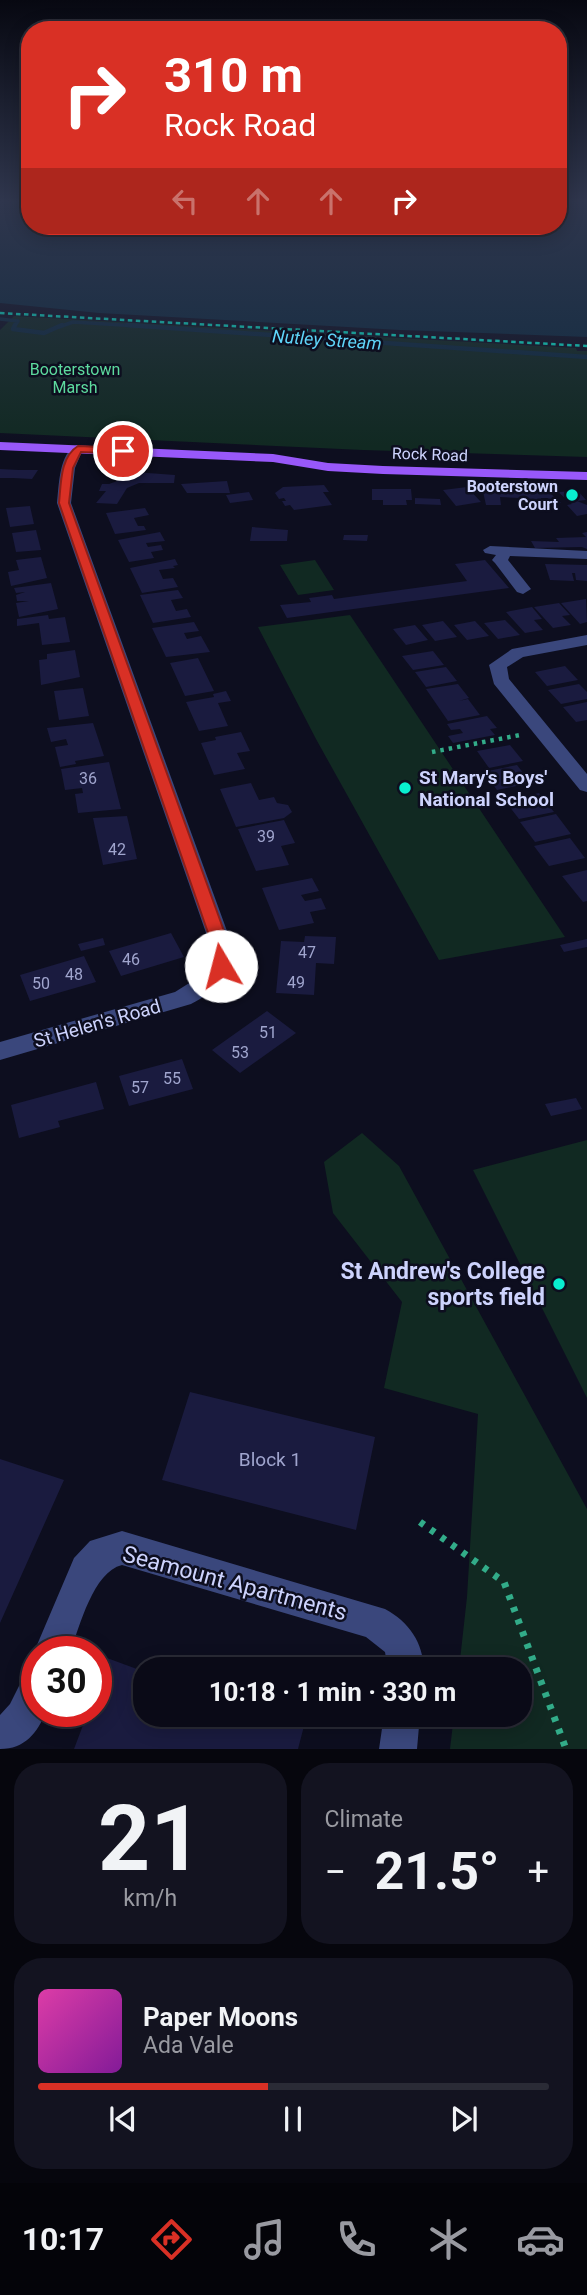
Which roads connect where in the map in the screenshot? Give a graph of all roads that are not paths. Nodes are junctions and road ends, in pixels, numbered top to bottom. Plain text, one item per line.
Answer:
1 (0, 446) edge
2 (78, 449) junction
3 (273, 458) junction
4 (587, 466) edge
5 (587, 476) edge
6 (587, 555) edge
7 (523, 589) dead end
8 (587, 640) edge
9 (587, 786) edge
10 (0, 1051) edge
11 (59, 1636) edge
12 (404, 1657) edge
13 (21, 1720) edge
14 (401, 1727) edge
15 (0, 1735) edge
16 (398, 1749) edge

1 - 2 main road, Rock Road
2 - 3 main road, Rock Road
2 - 10 street, St Helen's Road
3 - 4 main road, Rock Road
3 - 5 main road, Rock Road
6 - 7 street
8 - 9 street
11 - 12 street, Seamount Apartments
13 - 15 street
14 - 16 street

****************************************

Task to complete → The answer must be an exact copy of the records, with no pictures in it.

Task solution →
Which roads connect where in the map in the screenshot? Give a graph of all roads that are not paths. Nodes are junctions and road ends, in pixels, numbered top to bottom. Plain text, one item per line.
Answer:
1 (0, 446) edge
2 (78, 449) junction
3 (273, 458) junction
4 (587, 466) edge
5 (587, 476) edge
6 (587, 555) edge
7 (523, 589) dead end
8 (587, 640) edge
9 (587, 786) edge
10 (0, 1051) edge
11 (59, 1636) edge
12 (404, 1657) edge
13 (21, 1720) edge
14 (401, 1727) edge
15 (0, 1735) edge
16 (398, 1749) edge

1 - 2 main road, Rock Road
2 - 3 main road, Rock Road
2 - 10 street, St Helen's Road
3 - 4 main road, Rock Road
3 - 5 main road, Rock Road
6 - 7 street
8 - 9 street
11 - 12 street, Seamount Apartments
13 - 15 street
14 - 16 street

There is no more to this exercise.